Após o ministro Dias Toffoli fazer um esclarecimento sobre seu voto, o Supremo Tribunal Federal (STF) formou maioria de votos para descriminalizar o porte de maconha para consumo pessoal. O julgamento foi retomado nesta terça-feira, e nove magistrados já se manifestaram.

Toffoli, que já havia proferido o seu posicionamento na semana passada, disse que seu voto é claro no sentido de entender que "nenhum usuário de droga deve ser criminalizado".

A reabertura dos debates foi feita com esclarecimentos de Toffoli sobre seu posicionamento. Os ministros Luiz Fux e Cármen Lúcia, os dois únicos que ainda não votaram, ainda vão se manifestar. O caso começou a ser analisado pelo Supremo em 2011, e ficou paralisado por oito anos.

O julgamento avalia a constitucionalidade do artigo 28 da Lei de Drogas, de 2006, que considera crime "adquirir, guardar, tiver em depósito, transportar ou trouxer consigo, para consumo pessoal, drogas sem autorização ou em desacordo com determinação legal ou regulamentar".
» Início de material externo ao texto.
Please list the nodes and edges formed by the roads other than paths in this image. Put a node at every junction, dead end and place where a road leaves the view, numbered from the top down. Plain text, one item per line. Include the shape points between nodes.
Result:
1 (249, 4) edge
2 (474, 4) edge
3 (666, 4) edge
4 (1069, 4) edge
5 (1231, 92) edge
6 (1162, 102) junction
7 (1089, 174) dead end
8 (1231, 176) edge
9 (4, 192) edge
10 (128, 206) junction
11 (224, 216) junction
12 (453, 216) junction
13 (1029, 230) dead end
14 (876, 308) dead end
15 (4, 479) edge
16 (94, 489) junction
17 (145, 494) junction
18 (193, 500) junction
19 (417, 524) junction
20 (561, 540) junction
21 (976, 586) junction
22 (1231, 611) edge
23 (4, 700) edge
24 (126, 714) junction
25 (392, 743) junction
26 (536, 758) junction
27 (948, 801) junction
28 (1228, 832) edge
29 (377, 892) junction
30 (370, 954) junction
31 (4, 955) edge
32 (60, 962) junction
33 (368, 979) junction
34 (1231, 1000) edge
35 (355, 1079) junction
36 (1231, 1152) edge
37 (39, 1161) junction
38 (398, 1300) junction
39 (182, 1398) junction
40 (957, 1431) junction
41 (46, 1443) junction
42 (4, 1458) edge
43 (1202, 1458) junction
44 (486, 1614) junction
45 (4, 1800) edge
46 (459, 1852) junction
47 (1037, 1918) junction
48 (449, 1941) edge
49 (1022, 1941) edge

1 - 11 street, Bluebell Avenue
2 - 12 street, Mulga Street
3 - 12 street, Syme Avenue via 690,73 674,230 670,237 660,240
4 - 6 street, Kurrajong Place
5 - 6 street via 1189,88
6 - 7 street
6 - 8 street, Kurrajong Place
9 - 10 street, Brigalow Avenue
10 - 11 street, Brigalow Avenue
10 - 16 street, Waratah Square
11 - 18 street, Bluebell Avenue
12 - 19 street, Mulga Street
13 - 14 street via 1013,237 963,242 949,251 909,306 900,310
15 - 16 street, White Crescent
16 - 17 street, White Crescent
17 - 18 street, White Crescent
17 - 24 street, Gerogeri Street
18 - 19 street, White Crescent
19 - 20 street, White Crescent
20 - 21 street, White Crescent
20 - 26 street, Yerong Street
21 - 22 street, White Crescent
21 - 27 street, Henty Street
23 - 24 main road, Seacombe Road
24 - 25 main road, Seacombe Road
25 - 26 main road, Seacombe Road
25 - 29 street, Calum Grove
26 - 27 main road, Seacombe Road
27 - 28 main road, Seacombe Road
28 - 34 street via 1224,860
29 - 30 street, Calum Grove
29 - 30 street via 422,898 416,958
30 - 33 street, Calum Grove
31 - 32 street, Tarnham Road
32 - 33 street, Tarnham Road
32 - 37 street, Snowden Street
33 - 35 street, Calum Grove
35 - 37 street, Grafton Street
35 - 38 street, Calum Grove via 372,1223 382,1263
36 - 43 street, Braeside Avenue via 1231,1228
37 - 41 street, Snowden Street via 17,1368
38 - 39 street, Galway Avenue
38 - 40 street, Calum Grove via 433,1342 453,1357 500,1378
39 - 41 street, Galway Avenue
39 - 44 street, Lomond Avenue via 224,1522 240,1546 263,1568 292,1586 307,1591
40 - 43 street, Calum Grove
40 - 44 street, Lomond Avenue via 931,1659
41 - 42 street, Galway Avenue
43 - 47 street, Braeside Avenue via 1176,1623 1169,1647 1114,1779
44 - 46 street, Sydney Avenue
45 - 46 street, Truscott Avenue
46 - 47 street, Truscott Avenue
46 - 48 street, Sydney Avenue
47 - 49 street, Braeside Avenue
Até o momento, cinco ministros – Gilmar, Barroso, Moraes, Rosa e Fachin – já votaram para considerar que não é crime o porte de drogas para consumo individual. Três ministros – Nunes Marques, André Mendonça e Zanin – se manifestaram em sentido oposto, entendendo que a lei é constitucional e, portanto, o porte deve ser compreendido como um crime.

Além disso, todos os nove ministros que votaram até o momento consideram que deve haver uma quantidade da droga que faça a pessoa ser presumida como usuária, e não traficante.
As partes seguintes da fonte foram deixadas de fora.